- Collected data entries
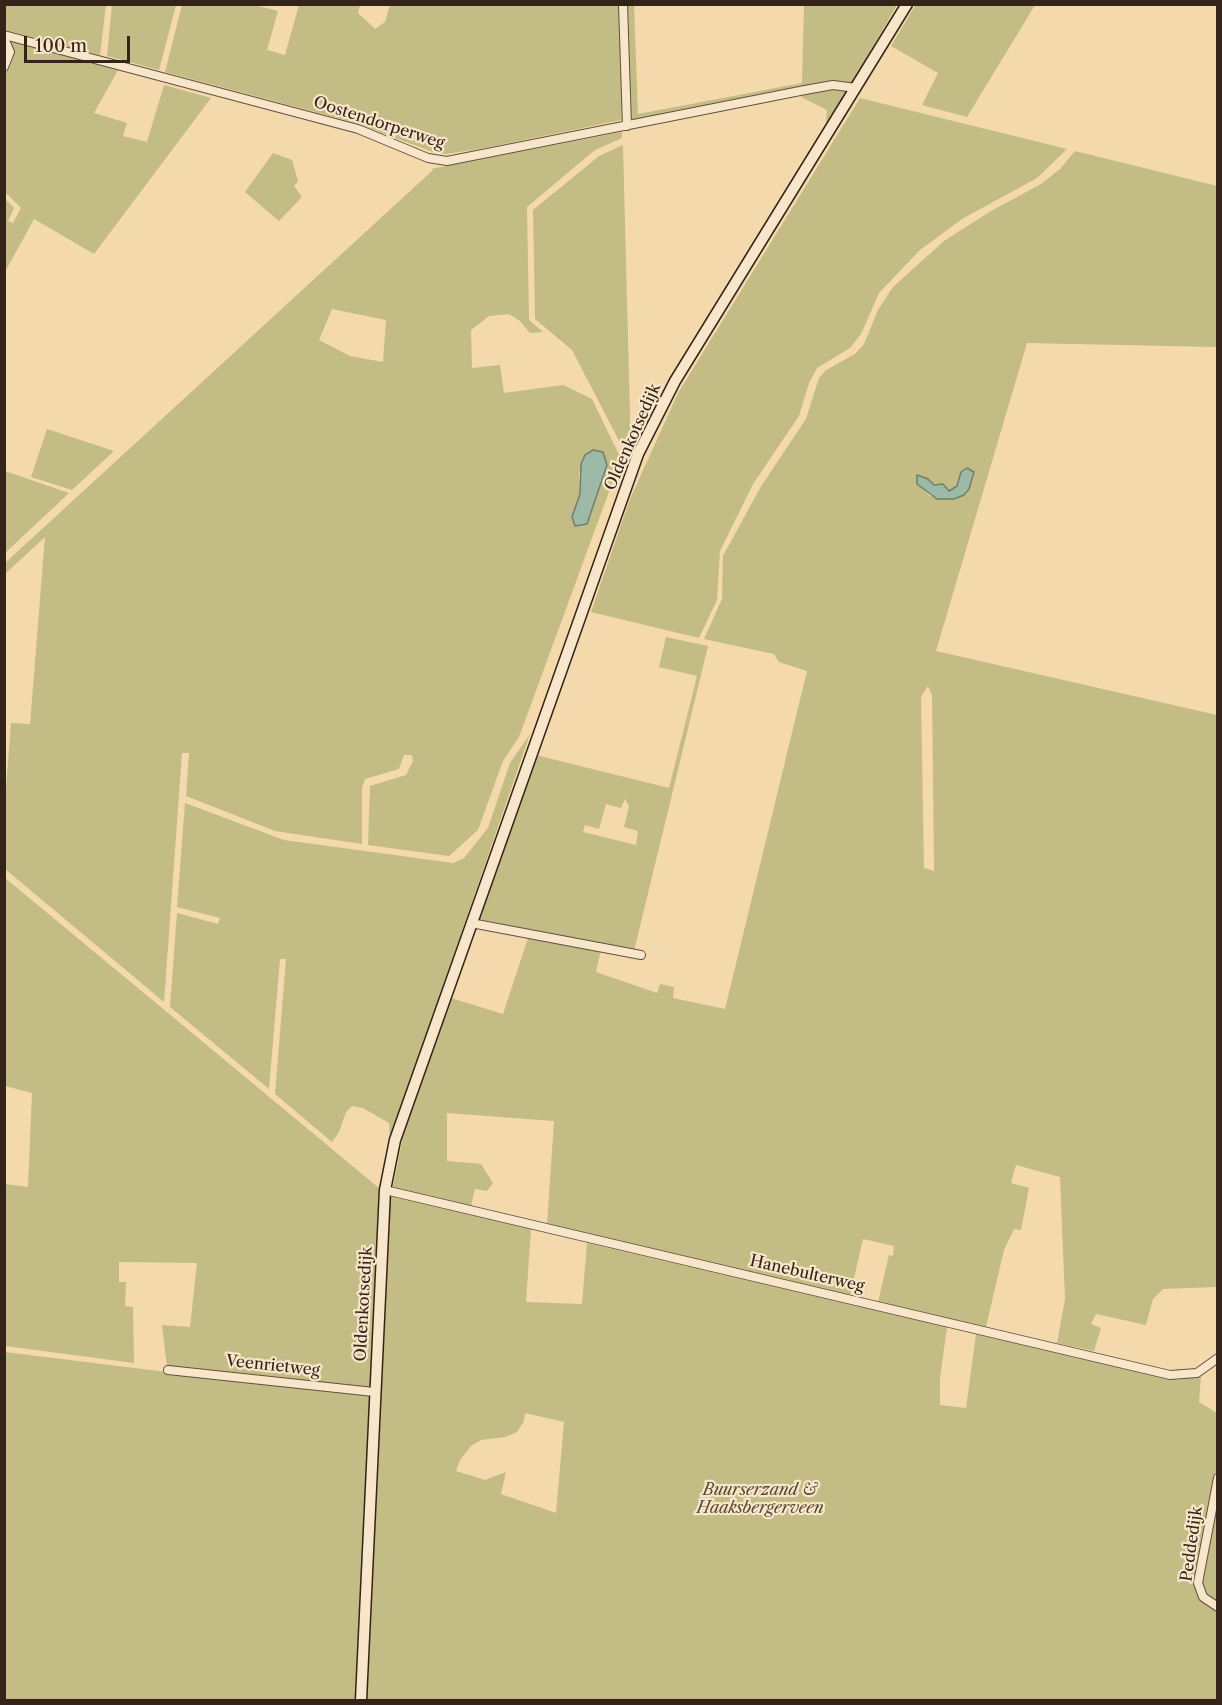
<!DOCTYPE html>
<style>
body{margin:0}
#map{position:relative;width:1222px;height:1705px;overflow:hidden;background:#f3d9ac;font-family:"Libre Caslon Text",serif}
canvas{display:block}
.frame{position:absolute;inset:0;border:6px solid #332319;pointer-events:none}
.scale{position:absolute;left:24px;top:36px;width:106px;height:27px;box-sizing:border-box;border:3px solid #332319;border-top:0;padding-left:8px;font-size:18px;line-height:21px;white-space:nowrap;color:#332319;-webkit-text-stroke:4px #f7e6c9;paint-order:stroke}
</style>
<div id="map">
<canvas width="1222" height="1705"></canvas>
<div class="frame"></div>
<div class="scale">100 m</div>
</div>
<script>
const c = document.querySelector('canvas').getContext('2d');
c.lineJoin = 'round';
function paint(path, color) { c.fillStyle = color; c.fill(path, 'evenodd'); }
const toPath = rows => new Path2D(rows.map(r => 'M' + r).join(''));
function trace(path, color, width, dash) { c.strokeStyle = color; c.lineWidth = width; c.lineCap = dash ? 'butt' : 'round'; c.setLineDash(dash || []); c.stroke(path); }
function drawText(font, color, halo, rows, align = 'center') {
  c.font = font + ' "Libre Caslon Text",serif'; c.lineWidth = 4.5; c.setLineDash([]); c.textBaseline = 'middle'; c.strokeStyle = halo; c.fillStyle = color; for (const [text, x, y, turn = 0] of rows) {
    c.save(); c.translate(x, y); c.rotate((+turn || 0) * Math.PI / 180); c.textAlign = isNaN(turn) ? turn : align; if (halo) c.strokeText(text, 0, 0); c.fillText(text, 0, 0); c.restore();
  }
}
paint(toPath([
 [916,4,1035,5,967,117,922,105,938,73,891,46],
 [4,5,106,5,100,55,5,30],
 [112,5,176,5,159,70,107,56],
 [182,5,254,5,278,11,267,50,285,55,299,5,360,5,358,13,375,29,385,22,390,5,619,5,622,120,479,149,446,154,433,152,353,122,165,72],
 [626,5,634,5,638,114,802,83,804,5,897,5,851,85,630,122],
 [9,39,118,70,94,113,127,123,123,136,147,142,164,85,211,98,94,254,34,219,5,272,5,199,14,208,8,221,13,223,21,208,5,192,5,71,10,66,13,54],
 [829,88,848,89,826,123,827,110,801,97,806,92],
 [860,98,1067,149,1037,178,962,219,920,250,879,293,861,334,850,348,817,368,809,383,799,416,753,484,720,551,717,600,699,638,591,612,630,499,678,393],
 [622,132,622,138,595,150,527,207,529,320,543,332,530,333,520,321,509,314,489,316,471,330,472,368,500,365,504,393,563,385,592,399,621,459,519,737,503,761,478,830,449,856,368,845,370,786,406,775,413,761,412,755,404,755,399,769,365,779,362,788,362,844,275,831,186,796,189,753,182,753,164,1002,5,869,5,802,11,723,30,724,45,537,5,574,5,563,433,170,431,169],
 [332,309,386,320,383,362,350,356,319,340],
 [585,455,596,497,587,523,575,526,572,517,580,494,579,473],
 [623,145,631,455,629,460,572,350,535,319,533,210,599,156],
 [1075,151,1217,186,1217,347,1027,343,936,651,1217,715,1217,1287,1163,1289,1153,1299,1146,1325,1096,1314,1091,1324,1101,1328,1094,1351,1057,1343,1065,1299,1060,1177,1016,1165,1011,1183,1029,1188,1021,1230,1014,1229,1004,1250,986,1327,878,1302,889,1255,893,1256,894,1246,863,1239,850,1295,547,1225,554,1121,447,1113,447,1161,481,1164,493,1183,487,1191,475,1189,471,1206,393,1187,403,1136,451,998,503,1014,529,935,601,949,596,972,657,993,660,984,674,987,673,998,725,1009,807,671,779,662,774,654,704,639,722,599,723,556,760,488,806,419,819,378,826,370,855,354,864,344,878,310,893,287,944,241,991,211,1041,184,1060,169],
 [967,468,972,470,954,499,930,496,924,490,918,476,928,479,934,485,945,485,949,492,957,486,961,472],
 [928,686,932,695,934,871,924,868,921,697],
 [273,153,292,160,298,181,294,186,302,197,279,221,245,192],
 [47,429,114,451,72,490,31,477],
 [5,471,69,493,5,553,4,471],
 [666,637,708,646,634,951,478,919,536,755,669,788,697,676,659,667],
 [625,799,629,806,624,827,638,831,636,845,583,832,585,825,599,829,606,804,621,808],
 [530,734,390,1139,389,1123,363,1108,352,1106,346,1112,339,1132,332,1142,275,1094,286,959,280,959,269,1089,170,1007,177,913,218,924,220,918,177,907,185,803,284,840,453,863,464,858,488,828,510,763],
 [4,877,379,1188,371,1389,167,1367,162,1325,190,1327,197,1263,119,1262,119,1282,126,1282,125,1306,133,1307,134,1363,5,1346,5,1184,28,1187,32,1093,5,1086],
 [388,1196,531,1229,526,1302,582,1304,587,1243,947,1327,940,1378,940,1405,966,1408,976,1334,1177,1380,1201,1376,1199,1402,1217,1413,1217,1700,5,1700,5,1352,223,1379,380,1394],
 [525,1413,564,1422,556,1513,501,1494,506,1472,485,1480,456,1471,460,1460,471,1446,481,1440,505,1437,517,1432,524,1421]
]), '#c3bc84');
const water = toPath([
 [593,450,603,452,607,465,587,524,575,526,572,517,580,494,581,464,585,455,593,450],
 [967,468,974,472,969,489,964,495,954,499,937,499,917,484,917,475,928,479,934,485,943,484,949,491,957,486,961,472,967,468]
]);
paint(water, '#9cbaa7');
trace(water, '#727e6e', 1.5);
const street = toPath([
 [623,4,627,126],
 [4,35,358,129,428,158,447,161,805,90,833,85,856,88],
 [4,38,10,52,4,67],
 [471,923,641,955],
 [385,1190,1170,1375,1197,1373,1218,1358],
 [168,1370,374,1392],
 [1218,1478,1198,1583,1203,1597,1218,1607]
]);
const secondary = toPath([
 [361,1700,385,1190,395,1140,638,454,675,381,907,4]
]);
trace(street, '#63503e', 10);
trace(secondary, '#332319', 13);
trace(street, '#f7e6c9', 8);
trace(secondary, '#f7e6c9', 10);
drawText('16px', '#332319', '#f7e6c9', [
 ["Oostendorperweg",379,123,18],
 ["Oldenkotsedijk",633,437,-66],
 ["Hanebulterweg",807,1274,13],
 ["Oldenkotsedijk",364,1304,-87],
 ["Veenrietweg",273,1366,6],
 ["Peddedijk",1192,1544,-82]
]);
drawText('italic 16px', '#574934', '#f7e6c9', [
 ["Buurserzand &",760,1490],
 ["Haaksbergerveen",760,1508]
]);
</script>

- REQUIREMENT
Leave the pictures out and repeat exactly the lines from the beginning of the records to the line bearing "function drawText(font, color, halo, rows, align", both ends counted.

- FINISHED TASK
<!DOCTYPE html>
<style>
body{margin:0}
#map{position:relative;width:1222px;height:1705px;overflow:hidden;background:#f3d9ac;font-family:"Libre Caslon Text",serif}
canvas{display:block}
.frame{position:absolute;inset:0;border:6px solid #332319;pointer-events:none}
.scale{position:absolute;left:24px;top:36px;width:106px;height:27px;box-sizing:border-box;border:3px solid #332319;border-top:0;padding-left:8px;font-size:18px;line-height:21px;white-space:nowrap;color:#332319;-webkit-text-stroke:4px #f7e6c9;paint-order:stroke}
</style>
<div id="map">
<canvas width="1222" height="1705"></canvas>
<div class="frame"></div>
<div class="scale">100 m</div>
</div>
<script>
const c = document.querySelector('canvas').getContext('2d');
c.lineJoin = 'round';
function paint(path, color) { c.fillStyle = color; c.fill(path, 'evenodd'); }
const toPath = rows => new Path2D(rows.map(r => 'M' + r).join(''));
function trace(path, color, width, dash) { c.strokeStyle = color; c.lineWidth = width; c.lineCap = dash ? 'butt' : 'round'; c.setLineDash(dash || []); c.stroke(path); }
function drawText(font, color, halo, rows, align = 'center') {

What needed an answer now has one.